> WHAT THE TASK REQUIRES: Within the lines below, find those that hold the string "Mountain" and copy each one.

> DATA EXCERPTS:

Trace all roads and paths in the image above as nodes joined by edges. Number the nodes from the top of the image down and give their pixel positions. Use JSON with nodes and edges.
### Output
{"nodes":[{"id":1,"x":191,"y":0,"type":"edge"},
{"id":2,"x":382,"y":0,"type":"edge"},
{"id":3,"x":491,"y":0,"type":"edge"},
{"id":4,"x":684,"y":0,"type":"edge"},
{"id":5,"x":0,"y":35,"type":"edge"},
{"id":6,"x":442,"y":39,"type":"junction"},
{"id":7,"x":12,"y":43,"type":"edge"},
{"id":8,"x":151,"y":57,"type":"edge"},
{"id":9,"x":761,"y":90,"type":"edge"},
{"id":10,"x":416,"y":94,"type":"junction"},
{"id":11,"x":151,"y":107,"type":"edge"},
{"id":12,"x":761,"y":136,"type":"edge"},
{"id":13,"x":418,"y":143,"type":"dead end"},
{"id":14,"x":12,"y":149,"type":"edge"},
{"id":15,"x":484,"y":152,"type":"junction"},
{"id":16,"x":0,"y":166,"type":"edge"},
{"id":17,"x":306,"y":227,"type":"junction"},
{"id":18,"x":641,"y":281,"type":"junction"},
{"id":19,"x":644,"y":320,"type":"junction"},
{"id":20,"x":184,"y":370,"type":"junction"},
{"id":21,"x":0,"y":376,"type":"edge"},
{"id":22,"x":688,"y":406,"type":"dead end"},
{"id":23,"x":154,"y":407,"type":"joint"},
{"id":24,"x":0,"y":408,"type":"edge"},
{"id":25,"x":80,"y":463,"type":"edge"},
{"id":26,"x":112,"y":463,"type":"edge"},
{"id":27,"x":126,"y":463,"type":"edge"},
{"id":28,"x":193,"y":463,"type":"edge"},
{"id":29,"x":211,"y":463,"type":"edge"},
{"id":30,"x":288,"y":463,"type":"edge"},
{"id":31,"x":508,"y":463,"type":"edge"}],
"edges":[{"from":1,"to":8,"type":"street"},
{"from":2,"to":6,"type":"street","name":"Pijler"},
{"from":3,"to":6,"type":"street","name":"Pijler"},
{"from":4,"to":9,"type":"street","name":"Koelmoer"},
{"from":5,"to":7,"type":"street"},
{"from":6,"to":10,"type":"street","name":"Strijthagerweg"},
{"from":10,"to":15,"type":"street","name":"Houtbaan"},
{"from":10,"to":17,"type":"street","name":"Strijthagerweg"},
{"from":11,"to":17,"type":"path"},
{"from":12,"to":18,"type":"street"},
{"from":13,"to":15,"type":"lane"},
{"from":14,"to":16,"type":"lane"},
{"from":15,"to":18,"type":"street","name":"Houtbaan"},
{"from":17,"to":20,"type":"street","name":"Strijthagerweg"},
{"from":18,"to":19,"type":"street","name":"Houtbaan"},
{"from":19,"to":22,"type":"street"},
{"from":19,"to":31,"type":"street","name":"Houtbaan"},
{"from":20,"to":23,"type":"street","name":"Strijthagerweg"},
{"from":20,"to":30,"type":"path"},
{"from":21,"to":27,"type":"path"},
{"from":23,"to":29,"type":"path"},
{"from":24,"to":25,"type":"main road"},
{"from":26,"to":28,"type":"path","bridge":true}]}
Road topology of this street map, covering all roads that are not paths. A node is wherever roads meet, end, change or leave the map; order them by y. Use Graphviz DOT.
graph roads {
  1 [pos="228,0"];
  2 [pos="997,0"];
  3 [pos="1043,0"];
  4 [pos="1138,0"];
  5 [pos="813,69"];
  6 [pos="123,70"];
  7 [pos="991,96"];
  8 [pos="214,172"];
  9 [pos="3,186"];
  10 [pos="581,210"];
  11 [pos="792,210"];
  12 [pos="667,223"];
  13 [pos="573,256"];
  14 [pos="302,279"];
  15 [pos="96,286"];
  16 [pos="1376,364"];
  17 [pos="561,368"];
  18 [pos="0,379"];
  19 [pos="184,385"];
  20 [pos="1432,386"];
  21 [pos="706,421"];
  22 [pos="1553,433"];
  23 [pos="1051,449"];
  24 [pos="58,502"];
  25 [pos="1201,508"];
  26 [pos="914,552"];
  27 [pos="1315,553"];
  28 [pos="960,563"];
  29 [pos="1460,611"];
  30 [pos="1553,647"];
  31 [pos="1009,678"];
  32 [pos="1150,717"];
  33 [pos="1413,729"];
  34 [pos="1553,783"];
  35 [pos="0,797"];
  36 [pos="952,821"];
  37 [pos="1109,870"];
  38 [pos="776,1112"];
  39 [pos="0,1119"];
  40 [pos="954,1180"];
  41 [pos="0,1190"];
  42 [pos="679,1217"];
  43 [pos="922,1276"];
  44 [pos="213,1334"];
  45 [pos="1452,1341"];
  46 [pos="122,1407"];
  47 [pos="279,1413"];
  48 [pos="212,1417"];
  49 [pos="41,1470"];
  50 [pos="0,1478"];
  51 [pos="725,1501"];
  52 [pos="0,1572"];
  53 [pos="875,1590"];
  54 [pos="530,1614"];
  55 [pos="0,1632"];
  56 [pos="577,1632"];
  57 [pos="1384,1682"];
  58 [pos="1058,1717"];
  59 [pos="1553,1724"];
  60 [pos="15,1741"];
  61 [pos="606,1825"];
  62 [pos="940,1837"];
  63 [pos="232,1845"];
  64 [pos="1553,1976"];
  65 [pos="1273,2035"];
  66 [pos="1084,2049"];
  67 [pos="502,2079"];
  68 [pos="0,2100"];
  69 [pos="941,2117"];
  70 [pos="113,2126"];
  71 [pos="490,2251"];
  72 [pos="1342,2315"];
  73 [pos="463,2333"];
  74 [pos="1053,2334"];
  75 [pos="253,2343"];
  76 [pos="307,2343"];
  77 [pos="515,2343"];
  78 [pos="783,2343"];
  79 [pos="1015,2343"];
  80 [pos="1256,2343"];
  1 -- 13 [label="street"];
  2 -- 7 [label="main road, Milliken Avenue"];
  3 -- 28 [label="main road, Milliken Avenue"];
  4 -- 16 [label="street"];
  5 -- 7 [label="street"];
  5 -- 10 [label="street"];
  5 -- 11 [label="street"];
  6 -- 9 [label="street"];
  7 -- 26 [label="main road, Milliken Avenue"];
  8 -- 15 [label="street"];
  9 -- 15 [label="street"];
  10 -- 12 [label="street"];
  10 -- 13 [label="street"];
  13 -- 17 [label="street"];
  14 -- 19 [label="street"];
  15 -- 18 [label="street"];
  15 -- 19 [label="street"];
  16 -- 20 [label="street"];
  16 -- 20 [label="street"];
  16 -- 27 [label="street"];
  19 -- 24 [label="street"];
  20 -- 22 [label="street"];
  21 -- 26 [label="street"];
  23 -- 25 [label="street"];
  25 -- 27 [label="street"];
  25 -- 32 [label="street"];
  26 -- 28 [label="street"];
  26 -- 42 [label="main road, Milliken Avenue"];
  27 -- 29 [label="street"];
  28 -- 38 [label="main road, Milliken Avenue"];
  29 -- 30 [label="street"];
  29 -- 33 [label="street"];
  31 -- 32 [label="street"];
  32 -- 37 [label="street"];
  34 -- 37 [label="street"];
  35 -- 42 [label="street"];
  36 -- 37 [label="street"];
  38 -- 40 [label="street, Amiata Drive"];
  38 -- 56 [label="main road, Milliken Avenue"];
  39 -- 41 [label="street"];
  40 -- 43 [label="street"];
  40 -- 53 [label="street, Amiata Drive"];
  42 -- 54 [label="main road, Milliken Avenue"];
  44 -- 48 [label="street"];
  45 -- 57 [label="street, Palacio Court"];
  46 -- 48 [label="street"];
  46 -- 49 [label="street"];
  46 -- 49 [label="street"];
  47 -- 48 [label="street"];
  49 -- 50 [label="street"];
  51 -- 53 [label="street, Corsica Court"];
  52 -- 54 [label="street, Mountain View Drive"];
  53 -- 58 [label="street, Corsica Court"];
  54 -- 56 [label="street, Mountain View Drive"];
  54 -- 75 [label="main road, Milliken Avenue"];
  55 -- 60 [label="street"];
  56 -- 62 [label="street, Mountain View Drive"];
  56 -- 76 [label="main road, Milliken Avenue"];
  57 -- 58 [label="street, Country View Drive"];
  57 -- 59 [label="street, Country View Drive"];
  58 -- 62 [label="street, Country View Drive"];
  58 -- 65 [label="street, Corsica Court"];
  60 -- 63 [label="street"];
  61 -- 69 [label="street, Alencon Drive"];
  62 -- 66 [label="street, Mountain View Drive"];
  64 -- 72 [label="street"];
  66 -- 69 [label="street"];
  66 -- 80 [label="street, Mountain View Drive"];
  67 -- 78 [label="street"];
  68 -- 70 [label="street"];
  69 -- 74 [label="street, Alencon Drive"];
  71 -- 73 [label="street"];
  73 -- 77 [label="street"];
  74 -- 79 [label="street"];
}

> RESPONSE FOR THIS EXERCISE:
  52 -- 54 [label="street, Mountain View Drive"];
  54 -- 56 [label="street, Mountain View Drive"];
  56 -- 62 [label="street, Mountain View Drive"];
  62 -- 66 [label="street, Mountain View Drive"];
  66 -- 80 [label="street, Mountain View Drive"];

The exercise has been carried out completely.